Anxiety: Overcome Anxious Feelings


chart with anxiety feeling words and how to use them

Anxiety in my early years

When I was a teenager in high school my anxiety was going thru the roof. I was having panic attacks, almost daily.  These attacks consisted of my heart racing out of my chest, not being able to breathe, and a feeling of complete panic. At that point, after experiencing anxiety since I was in the 4th grade, I didn’t understand what was happening to me. All I remember is thinking that I was going to die, most likely from a heart attack.

After the school nurse suggested I see someone, my mom brought me to a doctor in Boston. I had lots of tests on my heart. The diagnosis was a malformed mitral valve that was causing a murmur. Of course my anxiety took that diagnosis as “Yup, just what I thought, I’m going to die of a heart attack!”  And of course, it got worse. 


However, they told me they didn’t think that was the reason for my symptoms.  Because there was no diagnosis given for my symptoms, I was basically told nothing was wrong with me and that it was in my head. So, I was still left to wonder what was happening to me.

Even though my panic attacks continued, I somehow managed to get thru them. However,  I made a lot of people angry for canceling plans, or just avoiding them all together.  This was the only way I knew to hide my symptoms, because remember, it was in my head.  So, I made up lots of excuses and was a pro at avoiding people.

anxiety feeling words

Anxiety and Depression

While figuring out that I was having panic attacks in my mid 20’s  I was also becoming depressed and suicidal, and wanted more than anything for it all to stop. I was also experiencing complete shut downs in addition to the racing heart and lack of breath.   

One day, when my kids were young, we were getting ready to go out for a fun day.  The anxiety just came over me and I just stood there while they were heading out the door.  When my husband asked me what was wrong, I couldn’t answer him, because I didn’t know.  I couldn’t speak and I couldn’t  move and just stood there looking at them. After trying so hard to pull myself together and move, I just couldn’t do anything.  It was like I was paralyzed. Needless to say, they were very angry and ended up going without me.

After they left I sat down on the kitchen floor with a bottle of vodka and just drank and cried.  I wasn’t even a drinker but just wanted the feelings to stop. And I would have done anything to make that happen. So, I sat there for what seemed like hours and thought about how I could make it stop.  That’s when realized that I had to take things into my own hands, and talk to someone, soon. BTW, I never told anyone about this.

Using the yellow pages, yup that’s how long ago this was, I found a therapist that specialized in anxiety disorders.  I met with this woman for quite a while before I even told my husband.  All I wanted was for someone to believe me and tell me I wasn’t crazy. Then I could finally explain it to someone else.  

anxiety feeling words

Learning words for my anxious feelings

One of the first things I learned is that I had absolutely no vocabulary for my feelings. When the therapist asked me to describe how I was feeling, the only words I knew were sad and mad.  Honestly, I thought everything I felt was one of the two.
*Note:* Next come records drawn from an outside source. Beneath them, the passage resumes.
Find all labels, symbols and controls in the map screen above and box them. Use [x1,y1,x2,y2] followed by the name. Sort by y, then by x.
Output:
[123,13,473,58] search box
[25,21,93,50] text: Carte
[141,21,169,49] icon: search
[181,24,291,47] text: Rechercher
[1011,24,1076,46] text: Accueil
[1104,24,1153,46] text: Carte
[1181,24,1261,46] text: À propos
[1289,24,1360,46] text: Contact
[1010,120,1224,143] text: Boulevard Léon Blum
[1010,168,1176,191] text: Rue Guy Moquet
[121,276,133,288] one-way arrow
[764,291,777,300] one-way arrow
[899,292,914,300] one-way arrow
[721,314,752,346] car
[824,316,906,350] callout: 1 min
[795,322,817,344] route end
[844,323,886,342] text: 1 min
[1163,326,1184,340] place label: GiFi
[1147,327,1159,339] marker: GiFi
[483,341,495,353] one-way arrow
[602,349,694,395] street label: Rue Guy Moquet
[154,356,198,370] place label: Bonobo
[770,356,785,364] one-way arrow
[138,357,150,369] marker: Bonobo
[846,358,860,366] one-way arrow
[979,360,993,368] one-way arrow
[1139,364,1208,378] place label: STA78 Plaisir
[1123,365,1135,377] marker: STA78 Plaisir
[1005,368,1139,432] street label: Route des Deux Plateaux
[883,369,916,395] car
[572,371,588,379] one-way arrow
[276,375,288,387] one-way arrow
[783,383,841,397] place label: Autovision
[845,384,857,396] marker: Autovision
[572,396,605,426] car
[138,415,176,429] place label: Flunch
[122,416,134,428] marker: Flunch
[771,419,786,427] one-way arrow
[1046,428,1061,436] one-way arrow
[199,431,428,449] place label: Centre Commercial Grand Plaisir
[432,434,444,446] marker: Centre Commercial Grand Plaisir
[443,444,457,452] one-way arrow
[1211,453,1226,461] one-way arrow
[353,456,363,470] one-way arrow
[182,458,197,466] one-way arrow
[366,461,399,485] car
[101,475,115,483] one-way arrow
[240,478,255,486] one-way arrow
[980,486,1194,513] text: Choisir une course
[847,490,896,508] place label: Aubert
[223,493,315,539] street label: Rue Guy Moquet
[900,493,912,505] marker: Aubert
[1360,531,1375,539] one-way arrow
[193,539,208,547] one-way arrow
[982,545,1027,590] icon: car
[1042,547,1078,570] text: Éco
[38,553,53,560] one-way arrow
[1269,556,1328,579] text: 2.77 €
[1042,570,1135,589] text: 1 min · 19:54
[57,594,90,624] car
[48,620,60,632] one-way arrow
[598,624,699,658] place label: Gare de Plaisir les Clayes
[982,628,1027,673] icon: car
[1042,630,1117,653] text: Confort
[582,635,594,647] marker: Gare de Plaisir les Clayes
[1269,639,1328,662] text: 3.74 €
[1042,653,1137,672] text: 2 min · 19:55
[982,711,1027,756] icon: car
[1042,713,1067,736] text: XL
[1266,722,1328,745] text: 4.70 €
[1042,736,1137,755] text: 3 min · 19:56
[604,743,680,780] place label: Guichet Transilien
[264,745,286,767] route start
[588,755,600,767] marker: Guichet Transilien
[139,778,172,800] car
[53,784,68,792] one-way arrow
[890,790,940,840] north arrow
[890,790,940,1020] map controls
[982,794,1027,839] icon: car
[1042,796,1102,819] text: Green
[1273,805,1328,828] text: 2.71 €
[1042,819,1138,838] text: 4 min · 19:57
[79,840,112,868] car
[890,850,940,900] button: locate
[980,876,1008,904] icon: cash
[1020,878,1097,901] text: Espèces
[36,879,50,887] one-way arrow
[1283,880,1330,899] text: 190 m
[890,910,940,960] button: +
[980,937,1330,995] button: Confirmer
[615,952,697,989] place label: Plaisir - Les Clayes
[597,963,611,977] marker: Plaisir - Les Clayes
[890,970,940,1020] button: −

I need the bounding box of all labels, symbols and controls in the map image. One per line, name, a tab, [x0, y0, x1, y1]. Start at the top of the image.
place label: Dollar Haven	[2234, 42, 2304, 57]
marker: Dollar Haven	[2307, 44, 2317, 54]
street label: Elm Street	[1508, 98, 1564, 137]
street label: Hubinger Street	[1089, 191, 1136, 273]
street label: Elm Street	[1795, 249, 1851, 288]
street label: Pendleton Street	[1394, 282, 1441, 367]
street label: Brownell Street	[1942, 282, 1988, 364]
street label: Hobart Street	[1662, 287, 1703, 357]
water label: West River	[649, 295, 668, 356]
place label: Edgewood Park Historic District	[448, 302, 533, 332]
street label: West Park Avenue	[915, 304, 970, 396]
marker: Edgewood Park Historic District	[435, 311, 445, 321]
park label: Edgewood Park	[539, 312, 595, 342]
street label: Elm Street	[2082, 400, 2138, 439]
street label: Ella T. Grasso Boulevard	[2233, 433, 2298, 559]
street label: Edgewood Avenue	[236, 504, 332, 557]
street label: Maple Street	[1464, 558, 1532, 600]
To teach me about different feelings and which ones I could relate to, she introduced me to a list of feeling words.  I slowly realized that “mad” could be frustrated, irritable, or resentful, and “sad” could be anxious, hurt, or depressed.  There was a long list and I learned to identify what I was actually feeling and why, and then how to deal with it.

This was huge for me! So huge in fact that my panic attacks slowed down considerably. I think it was a combination of learning to deal with my feelings, and learning that I wasn’t going to die from a heart attack!

The feeling words chart

Anxiety - how to deal with anxiety and learn to identify your feelings

So, I made a list I want to share with you.  This chart of feeling words was born from learning to identify how I’m feeling and what I could do to overcome those feelings in a positive way.  I also added some blank spaces so you can fill in your own feelings and solutions.  Use this chart when you don’t understand your feelings or when you’re feeling anxious and don’t know what to do with those feelings.  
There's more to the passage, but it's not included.